As we rinse out dirty socks in the lake at an isolated
campsite at dusk, Sophie joins us in the water for a
long, relaxed swim. She moves confidently away from
shore, her long, dark body a vessel in smooth water,
watching birds, clouds, the shoreline, us, paddling in
the element she owns so certainly. This is my aging
girl with the beginnings of cataracts, and at the same
time a creature of places and times wilder than
anything I know. The water loosens our bond
distressingly; at last I swim out to her just to feel
her lifesaving instinct turn her toward me, to see how
she cares for me in water, even though she knows by now
that I don't need rescuing. She circles me, scratches
me in long whip marks in an attempt to nudge me toward
shore until I acquiesce and she and I swim in
together, reunited and content.
The most telling moment, as always, comes in crisis.
We are on Bald Eagle Lake one afternoon, foolishly
striking out in unreliable weather for a campsite on
the far shore. A hard, sudden wind catches us
port-side and we must tack. I navigate, terrorized,
from the stern with my limited sailing skills, keeping
the bow into the whitecaps just enough to prevent us from capsizing while making some small progress toward shore.
Other than death, Sophie is my greatest worry. Before
she became accustomed to the canoe, she had a habit of
standing and shifting her weight alarmingly if
anything upset her. Now, sitting flat on the cold,
wet bottom of the canoe for stability, I talk softly
to her under the wind's slap and cry: "It's okay,
Sophie. Shhhh. Stay, Sophie. Good girl."
I imagine her jumping up and spilling our fragile
craft, or panicking and leaping overboard in the
middle of the wide, deep lake where we can barely help
ourselves, let alone a shipwrecked Newfoundland. I am
steering with all my strength and Andy is paddling
hard, glancing back at me occasionally with wild,
determined eyes, but Sophie's reaction will decide our
fate.
My girl holds steady. In the rocking, pounded canoe
she lies still and tense, watching me as if I had a
steak strapped to my forehead. Whatever I do will be
her sign, so as long as I sit tight, so does she.

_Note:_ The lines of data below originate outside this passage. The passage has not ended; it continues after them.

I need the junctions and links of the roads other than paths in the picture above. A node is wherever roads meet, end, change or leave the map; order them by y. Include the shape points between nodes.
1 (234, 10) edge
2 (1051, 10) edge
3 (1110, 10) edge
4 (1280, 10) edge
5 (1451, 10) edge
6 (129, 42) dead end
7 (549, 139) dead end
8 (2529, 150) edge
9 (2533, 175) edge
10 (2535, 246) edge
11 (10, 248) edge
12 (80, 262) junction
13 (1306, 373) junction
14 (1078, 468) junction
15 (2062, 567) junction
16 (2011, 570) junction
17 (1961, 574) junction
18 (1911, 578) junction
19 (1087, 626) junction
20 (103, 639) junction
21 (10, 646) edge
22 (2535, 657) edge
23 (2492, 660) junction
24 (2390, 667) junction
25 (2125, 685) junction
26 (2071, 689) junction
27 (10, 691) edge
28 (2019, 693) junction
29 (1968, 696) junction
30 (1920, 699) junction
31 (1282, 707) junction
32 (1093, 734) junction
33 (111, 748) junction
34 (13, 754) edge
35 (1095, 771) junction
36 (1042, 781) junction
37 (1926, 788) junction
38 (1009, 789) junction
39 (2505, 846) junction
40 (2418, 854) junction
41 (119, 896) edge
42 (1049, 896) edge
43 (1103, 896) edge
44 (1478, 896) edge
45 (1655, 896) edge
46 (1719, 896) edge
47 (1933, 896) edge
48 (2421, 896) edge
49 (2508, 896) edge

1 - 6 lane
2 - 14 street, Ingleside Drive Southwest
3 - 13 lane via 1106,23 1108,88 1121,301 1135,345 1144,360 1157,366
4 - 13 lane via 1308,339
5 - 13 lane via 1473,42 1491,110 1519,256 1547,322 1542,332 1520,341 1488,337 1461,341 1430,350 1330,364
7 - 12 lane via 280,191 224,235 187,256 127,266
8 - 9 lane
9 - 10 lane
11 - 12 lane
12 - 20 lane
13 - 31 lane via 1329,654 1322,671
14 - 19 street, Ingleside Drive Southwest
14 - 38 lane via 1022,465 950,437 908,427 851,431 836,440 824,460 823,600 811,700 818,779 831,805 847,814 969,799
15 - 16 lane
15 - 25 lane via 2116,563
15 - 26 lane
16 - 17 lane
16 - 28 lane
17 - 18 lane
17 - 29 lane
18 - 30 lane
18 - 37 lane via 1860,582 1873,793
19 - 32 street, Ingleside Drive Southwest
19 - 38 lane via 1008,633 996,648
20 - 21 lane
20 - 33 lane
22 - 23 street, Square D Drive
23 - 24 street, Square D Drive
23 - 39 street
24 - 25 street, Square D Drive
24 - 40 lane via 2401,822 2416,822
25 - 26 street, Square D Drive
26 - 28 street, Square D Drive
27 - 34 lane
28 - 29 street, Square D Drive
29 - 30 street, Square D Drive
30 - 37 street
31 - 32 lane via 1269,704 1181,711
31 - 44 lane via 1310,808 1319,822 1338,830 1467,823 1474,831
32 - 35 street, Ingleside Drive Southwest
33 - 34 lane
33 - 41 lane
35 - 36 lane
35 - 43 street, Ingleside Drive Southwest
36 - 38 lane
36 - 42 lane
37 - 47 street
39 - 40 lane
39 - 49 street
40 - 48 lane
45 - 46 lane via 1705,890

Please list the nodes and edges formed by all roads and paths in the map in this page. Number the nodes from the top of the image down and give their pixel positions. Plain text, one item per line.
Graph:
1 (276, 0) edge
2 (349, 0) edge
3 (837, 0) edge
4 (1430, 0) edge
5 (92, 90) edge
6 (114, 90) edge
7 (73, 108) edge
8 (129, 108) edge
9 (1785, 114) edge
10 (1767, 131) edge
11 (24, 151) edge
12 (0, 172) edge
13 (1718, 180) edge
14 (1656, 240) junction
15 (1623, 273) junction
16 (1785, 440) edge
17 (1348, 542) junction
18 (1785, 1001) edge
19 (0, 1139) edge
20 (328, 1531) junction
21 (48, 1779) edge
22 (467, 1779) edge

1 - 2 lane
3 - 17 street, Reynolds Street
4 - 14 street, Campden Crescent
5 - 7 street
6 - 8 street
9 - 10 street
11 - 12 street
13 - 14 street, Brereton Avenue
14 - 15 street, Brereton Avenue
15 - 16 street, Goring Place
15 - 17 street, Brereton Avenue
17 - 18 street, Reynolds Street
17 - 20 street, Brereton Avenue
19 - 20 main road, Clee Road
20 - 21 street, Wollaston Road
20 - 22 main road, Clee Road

Because my dog is watching, and because she, or all
three of us, may die if I give her reason to panic or if I
pilot the boat astray, I beat down a fear that has
become almost asthmatic and steer, stroke after cement
stroke, to the island where we will take refuge for
the night.
As we beach the canoe on steep rocks and stumble
ashore, Sophie obeys with a clarity of motion that a
thousand obedience classes never would inspire.
Tonight we are bound, my dog, my husband and I, by
the most primitive survival instincts. We are all
quiet as Andy and I work sweatily, bumping and
dropping everything, to get the tent up and make
dinner before the storm attacks for real. At last
there is food on the Coleman stove: pasta eaten from
the pot with spoons. Sophie, usually ambivalent about
dog chow, has developed a wilderness habit of wolfing
her food the instant it appears in her bowl, and
tonight our common hunger and nervous exhaustion
compels all three of us to snatch and gulp at our meal.
Each of us has felt exactly what the others felt in
these last few hours -- consuming, inundating rushes of
fear, companionship, panic, trust, relief, hunger.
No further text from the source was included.